OK, I suppose one could point to The Daily Show With Jon Stewart and cite its influence and importance as some kind of testament to the continuing power and relevance of satire. And I love the show - can't emphasize that enough. But most of what Stewart and his team do is simply to point out - directly - the absurdity of so much of what passes for public discussion. Often his best laugh lines are clips of people saying just what they were caught saying they never said.

When I think of the classics of satire, I think of anger - and with so much anger kicking around in our culture now, so much pointless hate and name-calling, shouldn't we be seeing all kinds of new boldly satiric work?

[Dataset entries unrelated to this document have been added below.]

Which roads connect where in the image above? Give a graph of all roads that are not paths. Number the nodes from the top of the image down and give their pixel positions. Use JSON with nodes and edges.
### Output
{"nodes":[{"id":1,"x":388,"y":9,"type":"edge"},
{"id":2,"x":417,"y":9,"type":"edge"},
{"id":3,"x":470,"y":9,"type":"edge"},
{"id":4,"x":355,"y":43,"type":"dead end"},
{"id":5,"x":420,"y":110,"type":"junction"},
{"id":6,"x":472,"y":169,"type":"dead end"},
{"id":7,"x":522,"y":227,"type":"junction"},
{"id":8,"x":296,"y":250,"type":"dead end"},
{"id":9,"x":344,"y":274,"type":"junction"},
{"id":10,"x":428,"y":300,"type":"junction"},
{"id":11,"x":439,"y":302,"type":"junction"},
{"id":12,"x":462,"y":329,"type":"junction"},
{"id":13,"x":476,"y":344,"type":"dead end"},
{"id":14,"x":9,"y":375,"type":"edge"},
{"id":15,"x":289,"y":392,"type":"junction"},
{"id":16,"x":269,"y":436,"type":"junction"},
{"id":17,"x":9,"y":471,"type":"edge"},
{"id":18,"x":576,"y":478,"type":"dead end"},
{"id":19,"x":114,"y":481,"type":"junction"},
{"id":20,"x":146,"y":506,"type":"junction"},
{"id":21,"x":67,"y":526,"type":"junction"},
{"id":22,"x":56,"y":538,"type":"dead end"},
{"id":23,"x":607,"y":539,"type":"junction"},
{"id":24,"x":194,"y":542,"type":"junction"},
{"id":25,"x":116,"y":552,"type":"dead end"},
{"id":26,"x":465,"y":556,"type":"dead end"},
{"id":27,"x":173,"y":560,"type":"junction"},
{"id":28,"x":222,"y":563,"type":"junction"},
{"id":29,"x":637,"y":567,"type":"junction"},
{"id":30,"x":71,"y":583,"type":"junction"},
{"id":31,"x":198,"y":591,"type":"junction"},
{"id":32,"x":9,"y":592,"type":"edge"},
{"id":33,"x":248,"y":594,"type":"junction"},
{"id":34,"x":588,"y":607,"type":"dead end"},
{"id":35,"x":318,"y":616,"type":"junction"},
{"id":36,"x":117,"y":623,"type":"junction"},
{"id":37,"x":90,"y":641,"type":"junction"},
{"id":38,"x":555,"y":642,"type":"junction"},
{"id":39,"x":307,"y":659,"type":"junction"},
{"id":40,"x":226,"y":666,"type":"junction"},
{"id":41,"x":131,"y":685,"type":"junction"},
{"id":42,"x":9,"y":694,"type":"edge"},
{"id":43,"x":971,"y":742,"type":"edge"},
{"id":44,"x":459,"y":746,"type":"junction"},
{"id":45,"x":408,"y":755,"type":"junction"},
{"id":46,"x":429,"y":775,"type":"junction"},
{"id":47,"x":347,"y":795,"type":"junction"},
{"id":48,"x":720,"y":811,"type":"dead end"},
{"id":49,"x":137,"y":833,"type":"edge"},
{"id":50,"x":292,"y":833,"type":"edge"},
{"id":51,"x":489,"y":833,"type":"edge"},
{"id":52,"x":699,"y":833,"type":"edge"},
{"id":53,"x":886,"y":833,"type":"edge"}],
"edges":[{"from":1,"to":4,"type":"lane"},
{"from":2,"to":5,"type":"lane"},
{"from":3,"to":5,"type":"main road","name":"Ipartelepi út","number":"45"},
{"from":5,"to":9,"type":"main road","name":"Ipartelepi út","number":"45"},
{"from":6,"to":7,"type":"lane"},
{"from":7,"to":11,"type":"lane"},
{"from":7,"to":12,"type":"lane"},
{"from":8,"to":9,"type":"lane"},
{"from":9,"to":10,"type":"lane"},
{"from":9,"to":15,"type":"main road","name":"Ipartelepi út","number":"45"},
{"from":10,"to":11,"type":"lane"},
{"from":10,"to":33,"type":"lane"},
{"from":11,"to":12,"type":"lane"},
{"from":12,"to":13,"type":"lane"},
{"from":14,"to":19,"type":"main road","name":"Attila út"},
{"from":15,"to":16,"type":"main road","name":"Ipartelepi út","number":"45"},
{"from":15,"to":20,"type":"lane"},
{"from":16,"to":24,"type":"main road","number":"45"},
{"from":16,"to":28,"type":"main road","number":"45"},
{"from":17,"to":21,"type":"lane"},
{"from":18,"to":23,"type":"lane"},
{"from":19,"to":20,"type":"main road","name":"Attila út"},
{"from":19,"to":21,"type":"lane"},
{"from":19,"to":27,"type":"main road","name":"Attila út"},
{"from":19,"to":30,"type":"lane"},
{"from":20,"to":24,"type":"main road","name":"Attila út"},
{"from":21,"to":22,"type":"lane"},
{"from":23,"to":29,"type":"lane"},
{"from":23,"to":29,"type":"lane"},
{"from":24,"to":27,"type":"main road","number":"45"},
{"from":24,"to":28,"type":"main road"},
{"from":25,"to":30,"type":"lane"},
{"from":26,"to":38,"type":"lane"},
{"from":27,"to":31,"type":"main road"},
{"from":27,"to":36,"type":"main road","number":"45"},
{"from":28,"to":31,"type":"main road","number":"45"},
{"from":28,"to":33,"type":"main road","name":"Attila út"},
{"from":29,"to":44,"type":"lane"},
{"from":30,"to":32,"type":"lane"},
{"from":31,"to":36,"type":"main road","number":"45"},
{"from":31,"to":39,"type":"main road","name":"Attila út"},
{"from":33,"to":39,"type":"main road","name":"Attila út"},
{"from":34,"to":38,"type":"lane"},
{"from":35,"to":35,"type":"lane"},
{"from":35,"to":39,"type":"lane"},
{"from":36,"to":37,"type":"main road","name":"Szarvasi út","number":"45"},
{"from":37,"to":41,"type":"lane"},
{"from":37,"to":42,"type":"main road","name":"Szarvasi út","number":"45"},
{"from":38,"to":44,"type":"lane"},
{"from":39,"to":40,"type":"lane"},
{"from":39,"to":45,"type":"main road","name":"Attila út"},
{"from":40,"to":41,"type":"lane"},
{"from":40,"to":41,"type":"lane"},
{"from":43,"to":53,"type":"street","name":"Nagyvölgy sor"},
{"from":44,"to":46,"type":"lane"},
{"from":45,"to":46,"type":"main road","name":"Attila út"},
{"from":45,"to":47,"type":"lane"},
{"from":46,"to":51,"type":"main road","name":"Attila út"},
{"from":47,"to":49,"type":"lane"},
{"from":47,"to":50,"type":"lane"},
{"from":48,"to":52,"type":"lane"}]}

Shouldn't this bold satire help keep people mentally on their toes?

It's a truly insignificant example, I warrant, but like a lot of people I spent Monday night flipping back and forth between the Giants-Cards game and the presidential debate, and watched enough of the debate to know that Obama was just pummeling Romney -- if it had been a heavyweight fight, Romney would have been spitting teeth out all over the place and would have needed "Vinny the Towel" in the corner to say "No mas!" for him. Yet huge numbers of pundits tried to present the thing as some kind of near-draw, all based on some insipid insider-perception argument that amounted to: Don't trust your own eyes! Don't trust your ears! Let U.S. tell you what just happened ...

It got me thinking: Why can't Washington political reporter types adhere to reality -- to what actually happened -- the way that sportswriters do? Both do analysis, both cook up fake little mini-dramas, both build figures up to knock them down -- but at some point, in sports, little factual details like the score do tend to get included.

So I did a satiric piece here at Huffington Post with the headline: If the Beltway Media Had Been at AT&T Park, Instead of the Debate

This was the first paragraph: "The San Francisco Giants and St. Louis Cardinals wrapped up a series of games in the National League Championship Series last night with both teams seeking to portray their performance in the most favorable light."

Pretty hard to miss the satire there, I'd think -- and yet maybe one in ten of the people who read the piece picked it up as satire. The rest all seemed to think I was for some reason doing a whole piece on the mood of the Cards' fans ...

Just one example. Doesn't matter. But it raises the question: If everyone is skimming what they read, is it even possible to practice satire? Anywhere other than on one page in the New Yorker?

(And, to anticipate one likely comment, sure, it may be that the piece of mine in question simply sucked -- fair enough -- but even then, couldn't the reaction have been: "Dude, don't even TRY satire, because you suck at it!" instead of "Nice piece."?)